In the letter to the Ephesians, St. Paul uses a really incredible phrase to describe our relationship to God the Father. He describes us, our human race, as being “adopted” to himself. We’re so used to calling God our Father that it’s easy to overlook what a significant statement that is about God’s love for us and about the kind of relationship he wants to have with us. On the most basic level, God is our creator. He’s so beyond and above anything in our world, that he could create it, all of it, from nothing. He’s that far beyond what we are. It’s good to remember that, because we sometimes imagine God with an image of a really old and powerful human, a guy with a big white beard who sits in a wingback chair in the clouds and performs cosmic magic tricks. That’s really not right. God is not just a really powerful part of existence. He’s the reason that anything exists at all: he’s the source and foundation of absolutely everything that is. He’s not an old and powerful version of us: he’s different. And that means, on a purely natural level, our relationship with him would be completely impersonal and distant: he’s just so categorically different, we’d have no basis for a relationship.

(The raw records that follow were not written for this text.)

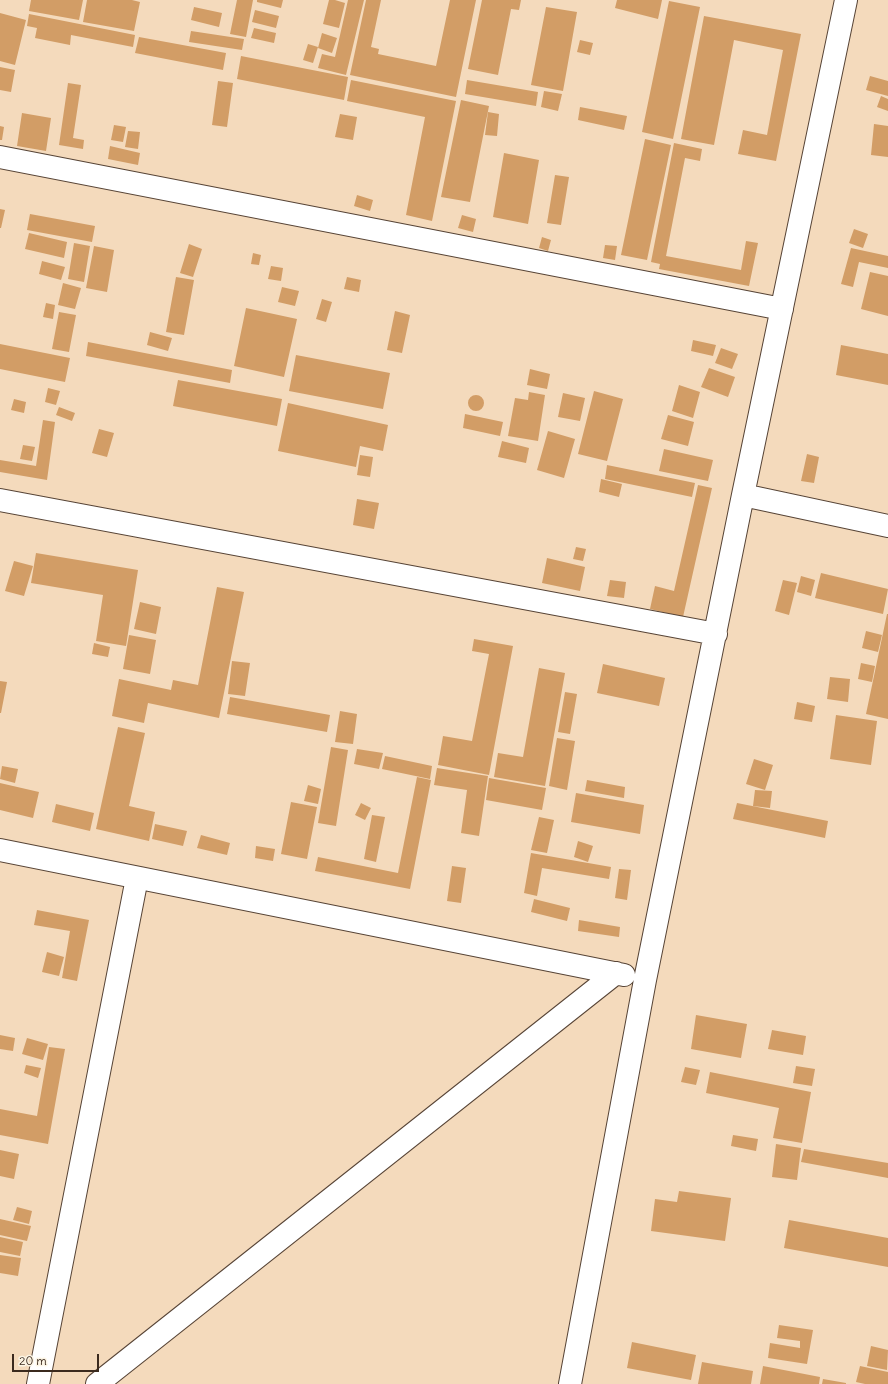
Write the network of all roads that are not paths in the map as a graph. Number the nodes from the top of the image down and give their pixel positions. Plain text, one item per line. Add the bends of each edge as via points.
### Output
1 (846, 0) edge
2 (0, 156) edge
3 (782, 309) junction
4 (743, 496) junction
5 (0, 500) edge
6 (888, 526) edge
7 (716, 634) junction
8 (0, 850) edge
9 (137, 878) junction
10 (616, 973) junction
11 (645, 980) junction
12 (38, 1384) edge
13 (97, 1384) edge
14 (570, 1384) edge

1 - 3 street
2 - 3 street
3 - 4 street
4 - 6 street
4 - 7 street
5 - 7 street
7 - 11 street
8 - 9 street
9 - 10 street
9 - 12 street
10 - 11 street
10 - 13 street
11 - 14 street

But in his incredible goodness and his love, he’s not content to be far-off and aloof from us: he wants to be a Father. He wants to be Our Father. And so he adopts us. This relationship that before was just creator-and-creation, or painter-and-canvas, is now Father and child. He loves us so much that he will bridge that gap. And he continued to do so even when we turned away from him: despite this incredible gift of this relationship of love from our creator, we still wandered and chose our own path: telling the one who created us: we don’t need you: we’ll do things our own way. But even when we wandered into sin and death, his love shined through even more. He sent his eternal Son to join us here on earth, to take on a human nature, to live and die with us, and to give us a path back to God. Christ is the bridge: he makes this relationship with God possible, because he’s truly God, like God the Father, and he’s truly man, like us. He brings God and man together, in his person. In him, the kingdom of heaven meets the realm of the earth, in the sign of the cross. And at the center of that meeting is God’s love.

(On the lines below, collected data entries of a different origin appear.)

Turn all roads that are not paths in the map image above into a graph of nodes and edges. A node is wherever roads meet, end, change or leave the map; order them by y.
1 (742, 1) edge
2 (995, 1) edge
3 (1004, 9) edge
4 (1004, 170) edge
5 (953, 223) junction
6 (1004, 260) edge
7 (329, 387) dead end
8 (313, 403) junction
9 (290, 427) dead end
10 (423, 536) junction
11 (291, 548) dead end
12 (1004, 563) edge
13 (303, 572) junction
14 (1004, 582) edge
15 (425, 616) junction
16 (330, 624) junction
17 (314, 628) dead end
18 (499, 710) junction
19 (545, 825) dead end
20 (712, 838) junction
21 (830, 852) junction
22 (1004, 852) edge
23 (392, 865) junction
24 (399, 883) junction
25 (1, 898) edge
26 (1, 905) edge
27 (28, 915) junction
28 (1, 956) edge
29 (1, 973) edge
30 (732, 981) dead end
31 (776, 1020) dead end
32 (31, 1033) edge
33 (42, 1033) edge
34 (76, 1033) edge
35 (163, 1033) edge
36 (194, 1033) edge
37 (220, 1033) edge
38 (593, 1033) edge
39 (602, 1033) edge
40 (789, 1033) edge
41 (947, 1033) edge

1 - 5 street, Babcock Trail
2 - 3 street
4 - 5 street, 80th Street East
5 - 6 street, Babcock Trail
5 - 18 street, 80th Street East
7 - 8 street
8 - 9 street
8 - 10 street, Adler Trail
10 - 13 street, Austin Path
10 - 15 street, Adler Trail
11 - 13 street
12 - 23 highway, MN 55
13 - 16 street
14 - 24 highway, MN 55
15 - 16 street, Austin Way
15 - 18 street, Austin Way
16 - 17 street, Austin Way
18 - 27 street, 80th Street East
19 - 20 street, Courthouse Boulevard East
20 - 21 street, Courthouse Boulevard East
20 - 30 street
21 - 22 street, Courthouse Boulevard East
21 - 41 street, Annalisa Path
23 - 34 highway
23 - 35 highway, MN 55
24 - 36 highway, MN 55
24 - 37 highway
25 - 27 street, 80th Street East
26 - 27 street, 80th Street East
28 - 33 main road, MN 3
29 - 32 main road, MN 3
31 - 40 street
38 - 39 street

And that love, the saving love of the cross: God wants to keep showering it upon the human race, to keep making his love real and tangible in the lives of faithful people: and he wants to do that through us. Christ sent out his apostles with his authority: to continue to exercise his saving power, even after he had returned to his Father in heaven. That saving power is still at work in the mission of the Church, especially in the sacraments and in the preaching of the Good News. God means for his salvation to be spread through us as well, through every one of our individual lives. He sent out the apostles first to begin this work, and they managed to spread the Good News to the entire known world very quickly in the face of great opposition of difficulties. Our Lord wants us to go out into the world too, into our own little corner of the world that he has entrusted to us: our family, our circle of friends, our workplace. He wants us to go boldly with this incredible vision we have of how reality is arranged: that our beautiful world, the miracle of human life, the love that we share: these aren’t random accidents of nature: Our Lord wants us to go into our world with the incredible news that we have been created by a sovereign all-powerful God who loves us like a Father, who has adopted us as his own. Therefore our life has purpose and meaning: and even amid all the uncertainties and difficulties of life, we can live in peace and in joy. In him we were chosen, destined in accord with the purpose of the One who accomplishes all things according to the intention of his will; so that we, who first hoped in Christ, might truly live for the praise of his glory.